++++ Provided records

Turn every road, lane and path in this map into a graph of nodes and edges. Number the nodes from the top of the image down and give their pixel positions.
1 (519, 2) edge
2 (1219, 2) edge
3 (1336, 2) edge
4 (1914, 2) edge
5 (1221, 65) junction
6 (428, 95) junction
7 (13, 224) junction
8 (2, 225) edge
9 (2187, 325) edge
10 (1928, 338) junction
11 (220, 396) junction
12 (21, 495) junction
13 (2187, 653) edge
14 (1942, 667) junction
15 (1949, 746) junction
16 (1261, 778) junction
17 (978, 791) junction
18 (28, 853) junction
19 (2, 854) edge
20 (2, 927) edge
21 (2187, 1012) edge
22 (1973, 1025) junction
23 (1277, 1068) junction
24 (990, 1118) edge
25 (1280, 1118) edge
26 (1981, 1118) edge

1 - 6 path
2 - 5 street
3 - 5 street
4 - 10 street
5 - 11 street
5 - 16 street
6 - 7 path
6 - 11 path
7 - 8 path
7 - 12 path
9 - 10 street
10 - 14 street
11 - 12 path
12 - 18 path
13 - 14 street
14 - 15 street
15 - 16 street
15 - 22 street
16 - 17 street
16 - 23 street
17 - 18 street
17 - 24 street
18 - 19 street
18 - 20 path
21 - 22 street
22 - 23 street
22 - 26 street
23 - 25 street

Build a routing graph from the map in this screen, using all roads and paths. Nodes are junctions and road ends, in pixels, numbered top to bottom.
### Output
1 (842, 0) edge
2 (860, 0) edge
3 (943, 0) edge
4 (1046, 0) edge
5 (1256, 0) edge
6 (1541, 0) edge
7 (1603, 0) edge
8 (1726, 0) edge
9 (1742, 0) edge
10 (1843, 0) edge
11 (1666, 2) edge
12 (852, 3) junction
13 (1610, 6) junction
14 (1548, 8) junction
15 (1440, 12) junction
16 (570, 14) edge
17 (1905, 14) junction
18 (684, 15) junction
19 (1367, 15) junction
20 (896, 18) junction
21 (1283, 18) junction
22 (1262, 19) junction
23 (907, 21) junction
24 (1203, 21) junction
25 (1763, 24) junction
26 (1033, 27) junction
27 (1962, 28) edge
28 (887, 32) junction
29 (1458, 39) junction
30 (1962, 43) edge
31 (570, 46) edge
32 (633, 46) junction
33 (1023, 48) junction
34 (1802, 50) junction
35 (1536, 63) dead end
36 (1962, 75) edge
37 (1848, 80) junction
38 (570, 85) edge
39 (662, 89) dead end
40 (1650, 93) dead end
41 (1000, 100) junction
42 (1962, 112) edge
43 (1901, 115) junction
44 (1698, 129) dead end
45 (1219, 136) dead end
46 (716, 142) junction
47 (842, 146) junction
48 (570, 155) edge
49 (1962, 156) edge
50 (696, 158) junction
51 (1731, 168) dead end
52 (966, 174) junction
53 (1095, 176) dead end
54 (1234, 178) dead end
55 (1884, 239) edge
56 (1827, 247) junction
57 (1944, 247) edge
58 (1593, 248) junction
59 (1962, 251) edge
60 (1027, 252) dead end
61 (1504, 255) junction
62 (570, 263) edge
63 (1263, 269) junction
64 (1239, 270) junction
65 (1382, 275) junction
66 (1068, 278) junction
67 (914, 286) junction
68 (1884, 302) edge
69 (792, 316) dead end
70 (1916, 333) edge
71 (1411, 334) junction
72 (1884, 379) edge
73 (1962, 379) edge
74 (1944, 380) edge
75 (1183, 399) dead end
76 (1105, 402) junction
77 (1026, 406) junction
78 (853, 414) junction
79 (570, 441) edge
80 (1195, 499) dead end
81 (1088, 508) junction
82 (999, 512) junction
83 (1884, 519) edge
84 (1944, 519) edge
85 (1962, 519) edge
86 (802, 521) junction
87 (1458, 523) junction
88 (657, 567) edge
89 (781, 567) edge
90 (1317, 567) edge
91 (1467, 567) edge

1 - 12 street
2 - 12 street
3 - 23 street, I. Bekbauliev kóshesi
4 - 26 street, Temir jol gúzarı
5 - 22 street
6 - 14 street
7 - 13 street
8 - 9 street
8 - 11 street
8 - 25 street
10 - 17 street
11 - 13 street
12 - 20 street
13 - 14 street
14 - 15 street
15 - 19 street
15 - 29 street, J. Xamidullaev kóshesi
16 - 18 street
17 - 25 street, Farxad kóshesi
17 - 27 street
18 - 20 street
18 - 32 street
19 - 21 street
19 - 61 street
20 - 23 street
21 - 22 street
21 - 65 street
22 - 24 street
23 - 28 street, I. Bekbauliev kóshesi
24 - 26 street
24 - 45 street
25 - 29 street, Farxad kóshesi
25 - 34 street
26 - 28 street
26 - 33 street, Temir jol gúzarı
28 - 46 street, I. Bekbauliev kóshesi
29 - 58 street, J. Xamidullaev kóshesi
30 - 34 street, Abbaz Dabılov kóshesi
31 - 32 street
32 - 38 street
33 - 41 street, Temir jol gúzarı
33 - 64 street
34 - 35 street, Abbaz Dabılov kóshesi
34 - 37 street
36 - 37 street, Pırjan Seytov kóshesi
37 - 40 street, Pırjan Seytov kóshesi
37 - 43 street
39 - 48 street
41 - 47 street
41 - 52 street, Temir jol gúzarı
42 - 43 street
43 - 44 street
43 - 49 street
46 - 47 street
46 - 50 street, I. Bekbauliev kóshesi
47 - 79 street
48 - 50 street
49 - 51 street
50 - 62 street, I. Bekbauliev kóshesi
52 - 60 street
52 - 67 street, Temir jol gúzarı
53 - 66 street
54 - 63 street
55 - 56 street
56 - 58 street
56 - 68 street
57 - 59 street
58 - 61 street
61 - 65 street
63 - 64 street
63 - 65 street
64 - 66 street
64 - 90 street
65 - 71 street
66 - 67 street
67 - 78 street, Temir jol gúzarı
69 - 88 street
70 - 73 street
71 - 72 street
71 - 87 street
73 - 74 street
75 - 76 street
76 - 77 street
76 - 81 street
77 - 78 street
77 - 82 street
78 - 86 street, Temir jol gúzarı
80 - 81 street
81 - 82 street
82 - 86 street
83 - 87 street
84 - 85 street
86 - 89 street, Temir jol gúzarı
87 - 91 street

++++++++

◆ What needs to be done
Scan the entries above for the word "Temir" and collect each line holding it.

◆ Answer to this task
4 - 26 street, Temir jol gúzarı
26 - 33 street, Temir jol gúzarı
33 - 41 street, Temir jol gúzarı
41 - 52 street, Temir jol gúzarı
52 - 67 street, Temir jol gúzarı
67 - 78 street, Temir jol gúzarı
78 - 86 street, Temir jol gúzarı
86 - 89 street, Temir jol gúzarı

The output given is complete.